The 2013 ranking of the happiness of people in 156 countries was released recently and aims to inform the work of governments and international agencies.  It may also spark ideas in the minds of innovators, entrepreneurs, and other problem solvers.  Since the desire for happiness is universal, it helps us all, as individuals and citizens, to know its prevalence, causes, and consequences. 

UN Photo

UN Photo

The countries ranked top 5 in the world for happiness are Denmark, Norway, Switzerland, Netherlands, and Sweden.  The last 5 are Rwanda, Burundi, Central African Republic, Benin, and finally Togo.  Some others in between:  6=Canada, 10=Australia, 11=Israel, 16=Mexico, 17=United States, 24=Brazil, 30=Singapore, 36=Thailand, 38=Spain, 41=South Korea, 43=Japan, 45=Italy, 68=Russia, 87=Ukraine, 93=China, 111=India, 123=Kenya, 143=Afghanistan.
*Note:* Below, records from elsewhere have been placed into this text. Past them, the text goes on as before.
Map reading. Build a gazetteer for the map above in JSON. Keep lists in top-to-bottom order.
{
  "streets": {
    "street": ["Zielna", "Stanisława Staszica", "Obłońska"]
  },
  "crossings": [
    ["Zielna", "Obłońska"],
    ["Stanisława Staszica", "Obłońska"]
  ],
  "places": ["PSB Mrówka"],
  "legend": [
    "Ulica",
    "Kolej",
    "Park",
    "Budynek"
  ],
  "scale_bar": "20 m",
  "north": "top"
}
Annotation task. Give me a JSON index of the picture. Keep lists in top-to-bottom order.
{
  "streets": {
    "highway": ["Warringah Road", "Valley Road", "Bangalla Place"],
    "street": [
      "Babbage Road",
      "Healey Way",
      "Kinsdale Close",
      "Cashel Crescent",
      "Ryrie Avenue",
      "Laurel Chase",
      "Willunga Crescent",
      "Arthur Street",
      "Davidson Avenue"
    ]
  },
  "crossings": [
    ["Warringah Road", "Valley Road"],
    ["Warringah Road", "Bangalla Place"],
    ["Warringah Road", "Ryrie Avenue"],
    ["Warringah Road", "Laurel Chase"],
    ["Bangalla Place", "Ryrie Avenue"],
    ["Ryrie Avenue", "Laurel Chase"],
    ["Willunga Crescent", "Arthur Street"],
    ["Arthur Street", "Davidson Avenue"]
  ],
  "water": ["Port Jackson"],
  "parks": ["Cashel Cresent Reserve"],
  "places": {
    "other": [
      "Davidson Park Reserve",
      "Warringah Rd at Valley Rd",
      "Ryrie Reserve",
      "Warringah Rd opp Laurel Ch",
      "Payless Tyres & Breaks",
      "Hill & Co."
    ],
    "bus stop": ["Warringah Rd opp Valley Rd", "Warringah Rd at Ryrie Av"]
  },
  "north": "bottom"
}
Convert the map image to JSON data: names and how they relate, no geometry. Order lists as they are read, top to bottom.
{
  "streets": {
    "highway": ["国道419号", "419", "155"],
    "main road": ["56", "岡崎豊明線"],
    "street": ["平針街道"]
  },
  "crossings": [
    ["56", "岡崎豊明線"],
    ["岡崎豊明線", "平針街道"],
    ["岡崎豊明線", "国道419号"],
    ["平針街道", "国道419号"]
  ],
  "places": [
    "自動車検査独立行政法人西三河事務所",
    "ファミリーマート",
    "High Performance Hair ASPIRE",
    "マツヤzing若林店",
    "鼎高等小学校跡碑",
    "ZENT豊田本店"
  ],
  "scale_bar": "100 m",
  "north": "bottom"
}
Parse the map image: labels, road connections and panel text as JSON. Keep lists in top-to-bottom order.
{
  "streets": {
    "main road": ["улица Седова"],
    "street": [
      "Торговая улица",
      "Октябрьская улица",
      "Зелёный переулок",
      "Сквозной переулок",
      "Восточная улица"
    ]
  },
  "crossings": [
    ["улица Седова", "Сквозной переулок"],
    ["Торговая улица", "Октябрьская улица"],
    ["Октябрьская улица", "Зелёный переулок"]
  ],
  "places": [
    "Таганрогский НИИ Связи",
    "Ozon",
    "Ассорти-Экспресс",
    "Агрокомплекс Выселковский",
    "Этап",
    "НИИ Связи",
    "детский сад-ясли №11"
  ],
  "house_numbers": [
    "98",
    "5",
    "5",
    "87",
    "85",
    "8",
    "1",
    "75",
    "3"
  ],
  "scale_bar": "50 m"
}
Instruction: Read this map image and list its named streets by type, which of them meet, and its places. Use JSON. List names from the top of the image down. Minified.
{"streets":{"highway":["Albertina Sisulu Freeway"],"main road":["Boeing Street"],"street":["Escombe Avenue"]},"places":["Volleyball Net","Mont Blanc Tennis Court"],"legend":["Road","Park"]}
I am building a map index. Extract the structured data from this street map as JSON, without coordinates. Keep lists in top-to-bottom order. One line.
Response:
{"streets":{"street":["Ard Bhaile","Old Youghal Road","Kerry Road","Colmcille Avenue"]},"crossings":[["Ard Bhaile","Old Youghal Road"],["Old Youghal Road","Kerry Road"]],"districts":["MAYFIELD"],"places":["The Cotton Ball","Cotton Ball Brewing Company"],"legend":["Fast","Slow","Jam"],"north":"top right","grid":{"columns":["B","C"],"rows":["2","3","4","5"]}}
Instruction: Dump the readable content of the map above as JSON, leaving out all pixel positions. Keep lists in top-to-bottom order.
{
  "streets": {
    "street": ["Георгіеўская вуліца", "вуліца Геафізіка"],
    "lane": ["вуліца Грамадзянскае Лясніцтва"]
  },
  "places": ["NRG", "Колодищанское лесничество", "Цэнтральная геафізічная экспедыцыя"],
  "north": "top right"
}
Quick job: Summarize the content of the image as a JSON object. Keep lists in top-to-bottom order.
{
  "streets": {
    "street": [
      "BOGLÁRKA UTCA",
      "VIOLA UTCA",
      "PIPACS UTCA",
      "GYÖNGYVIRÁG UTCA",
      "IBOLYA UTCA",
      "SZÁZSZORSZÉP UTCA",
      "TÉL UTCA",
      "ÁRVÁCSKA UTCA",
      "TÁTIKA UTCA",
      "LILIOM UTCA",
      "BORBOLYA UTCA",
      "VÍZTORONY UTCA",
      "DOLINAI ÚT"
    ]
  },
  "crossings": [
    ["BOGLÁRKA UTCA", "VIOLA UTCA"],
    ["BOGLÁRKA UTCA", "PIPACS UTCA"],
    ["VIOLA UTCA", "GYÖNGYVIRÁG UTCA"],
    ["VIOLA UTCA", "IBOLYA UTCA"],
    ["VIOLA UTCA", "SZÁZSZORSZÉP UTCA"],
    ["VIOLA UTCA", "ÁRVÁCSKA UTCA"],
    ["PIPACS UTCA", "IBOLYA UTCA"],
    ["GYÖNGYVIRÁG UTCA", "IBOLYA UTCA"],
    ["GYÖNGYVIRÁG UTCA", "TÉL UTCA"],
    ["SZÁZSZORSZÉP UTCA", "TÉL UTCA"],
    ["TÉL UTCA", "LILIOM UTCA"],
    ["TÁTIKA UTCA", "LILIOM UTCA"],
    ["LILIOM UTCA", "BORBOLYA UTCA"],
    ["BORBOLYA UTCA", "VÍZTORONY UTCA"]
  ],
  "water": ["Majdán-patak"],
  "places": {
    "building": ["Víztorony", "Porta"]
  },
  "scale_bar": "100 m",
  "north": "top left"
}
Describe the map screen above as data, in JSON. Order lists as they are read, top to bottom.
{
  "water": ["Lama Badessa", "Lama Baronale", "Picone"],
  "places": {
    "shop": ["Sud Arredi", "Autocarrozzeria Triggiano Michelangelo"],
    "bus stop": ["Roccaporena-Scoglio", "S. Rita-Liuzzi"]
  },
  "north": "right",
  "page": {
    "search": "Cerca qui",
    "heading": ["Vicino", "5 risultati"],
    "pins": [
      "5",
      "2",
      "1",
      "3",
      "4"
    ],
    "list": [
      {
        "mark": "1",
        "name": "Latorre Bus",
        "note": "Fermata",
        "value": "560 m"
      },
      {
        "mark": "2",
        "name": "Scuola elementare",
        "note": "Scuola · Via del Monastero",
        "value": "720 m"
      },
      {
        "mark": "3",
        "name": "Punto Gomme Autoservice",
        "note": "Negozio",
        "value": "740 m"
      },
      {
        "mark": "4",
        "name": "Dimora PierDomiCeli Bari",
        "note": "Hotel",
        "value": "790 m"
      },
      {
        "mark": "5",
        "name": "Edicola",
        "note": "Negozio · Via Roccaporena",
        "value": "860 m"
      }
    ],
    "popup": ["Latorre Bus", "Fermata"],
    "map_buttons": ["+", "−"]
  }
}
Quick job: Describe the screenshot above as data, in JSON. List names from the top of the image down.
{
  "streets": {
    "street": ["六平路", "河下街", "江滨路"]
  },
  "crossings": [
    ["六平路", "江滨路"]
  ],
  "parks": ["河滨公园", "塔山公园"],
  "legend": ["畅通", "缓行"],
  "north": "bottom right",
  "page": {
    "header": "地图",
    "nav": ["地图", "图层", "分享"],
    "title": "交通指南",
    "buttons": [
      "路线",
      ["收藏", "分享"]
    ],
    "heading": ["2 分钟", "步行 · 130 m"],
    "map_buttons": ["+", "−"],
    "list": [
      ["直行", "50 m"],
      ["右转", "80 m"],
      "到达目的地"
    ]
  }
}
Overall, happiness and generosity have increased slightly over the last 5 years. 

Cross-country differences are largely explained by GDP per capita, years of healthy life expectancy, perceptions of corruption, freedom to make life choices, having someone to count on in times of trouble, and prevalence of generosity. 

Happiness was found to result in satisfying lives, health, productivity, and social connections.  And the benefits accrued to families, workplaces, and communities.